Liberalism separates politics from economics. Instead of taking a class view of any particular struggle, either foreign or domestic, they substitute bourgeois morality for class politics. This prevents them and all who follow them from taking a thoroughly progressive and revolutionary view of the evolving capitalist system, which has moved in the last century from a relatively competitive stage of development into a monopolist, decadent one. Resorting to repression and violence abroad has become a characteristic and inseparable feature of the system.
Moreover, a diplomatic solution can become just as onerous as a military one, depending on what the solution is! Buckley's solution is a diplomatic one. If you ask France, Britain and the U.S., all the interventions have come about because of the failure of diplomacy on the side of the oppressed, not the oppressors. The condemnation of Iraq with respect to Kuwait is to put an equal sign between the oppressor and the oppressed.

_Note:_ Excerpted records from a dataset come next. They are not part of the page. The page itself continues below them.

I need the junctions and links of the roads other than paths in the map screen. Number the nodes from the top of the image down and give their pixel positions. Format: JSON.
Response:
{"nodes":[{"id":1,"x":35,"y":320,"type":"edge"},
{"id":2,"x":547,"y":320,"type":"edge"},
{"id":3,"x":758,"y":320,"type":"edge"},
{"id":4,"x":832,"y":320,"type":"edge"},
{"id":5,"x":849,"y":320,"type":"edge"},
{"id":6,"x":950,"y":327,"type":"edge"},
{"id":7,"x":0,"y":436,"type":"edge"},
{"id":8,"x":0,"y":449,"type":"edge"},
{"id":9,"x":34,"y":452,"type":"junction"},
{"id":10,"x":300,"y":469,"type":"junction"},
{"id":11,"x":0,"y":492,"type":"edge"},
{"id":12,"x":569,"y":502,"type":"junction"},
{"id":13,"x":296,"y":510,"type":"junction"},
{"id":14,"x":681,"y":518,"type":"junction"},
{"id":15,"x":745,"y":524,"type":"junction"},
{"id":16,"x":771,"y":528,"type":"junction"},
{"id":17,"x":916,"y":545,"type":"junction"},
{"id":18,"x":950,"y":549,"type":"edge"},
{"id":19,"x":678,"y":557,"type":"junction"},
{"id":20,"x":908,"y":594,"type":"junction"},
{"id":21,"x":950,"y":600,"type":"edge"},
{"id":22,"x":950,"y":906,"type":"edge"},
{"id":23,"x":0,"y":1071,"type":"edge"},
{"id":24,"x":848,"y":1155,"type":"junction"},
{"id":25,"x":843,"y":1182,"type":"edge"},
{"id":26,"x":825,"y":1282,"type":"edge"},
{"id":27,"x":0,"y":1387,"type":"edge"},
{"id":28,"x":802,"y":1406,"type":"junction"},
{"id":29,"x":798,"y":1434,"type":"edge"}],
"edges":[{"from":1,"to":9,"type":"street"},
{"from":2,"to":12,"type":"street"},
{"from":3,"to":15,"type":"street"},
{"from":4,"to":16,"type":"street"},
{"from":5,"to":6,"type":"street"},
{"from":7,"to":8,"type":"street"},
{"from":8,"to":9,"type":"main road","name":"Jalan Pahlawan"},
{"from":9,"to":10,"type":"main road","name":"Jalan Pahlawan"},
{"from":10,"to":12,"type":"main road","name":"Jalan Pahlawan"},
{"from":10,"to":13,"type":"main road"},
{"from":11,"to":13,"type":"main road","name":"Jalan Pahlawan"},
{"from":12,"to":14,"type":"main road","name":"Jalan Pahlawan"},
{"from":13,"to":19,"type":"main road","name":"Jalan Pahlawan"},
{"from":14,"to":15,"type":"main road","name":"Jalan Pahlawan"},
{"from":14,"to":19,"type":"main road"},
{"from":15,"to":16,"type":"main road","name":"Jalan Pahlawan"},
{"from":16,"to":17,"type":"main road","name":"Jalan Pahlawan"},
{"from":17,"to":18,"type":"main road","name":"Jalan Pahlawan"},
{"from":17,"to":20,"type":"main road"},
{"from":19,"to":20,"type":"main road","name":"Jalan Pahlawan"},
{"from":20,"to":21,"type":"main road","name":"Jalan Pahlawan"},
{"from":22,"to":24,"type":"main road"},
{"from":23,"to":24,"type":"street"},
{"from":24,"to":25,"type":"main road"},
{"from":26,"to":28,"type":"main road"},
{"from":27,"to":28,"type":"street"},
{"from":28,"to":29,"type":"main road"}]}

The liberal elements are entranced with all the talk about a diplomatic solution, failing to see that the proponents of an immediate strike are using diplomacy as a cover to give the Pentagon time to get its troops and weapons in place for a "swift, simultaneous and lethal strike." Who is the leading spokesperson of such a course? None other than Henry Kissinger, former secretary of state and national security adviser under the Nixon administration and protege of the oil-rich Rockefellers. ("Saddam Must Go Quickly," New York Post, Aug. 20.)
With respect to the issue of a diplomatic or military solution, Kissinger says "it is important to understand that America has crossed its Rubicon."
Kissinger's conclusion is given force by today's revelation that the U.S. is militarizing not only Saudi Arabia but the entire Gulf area.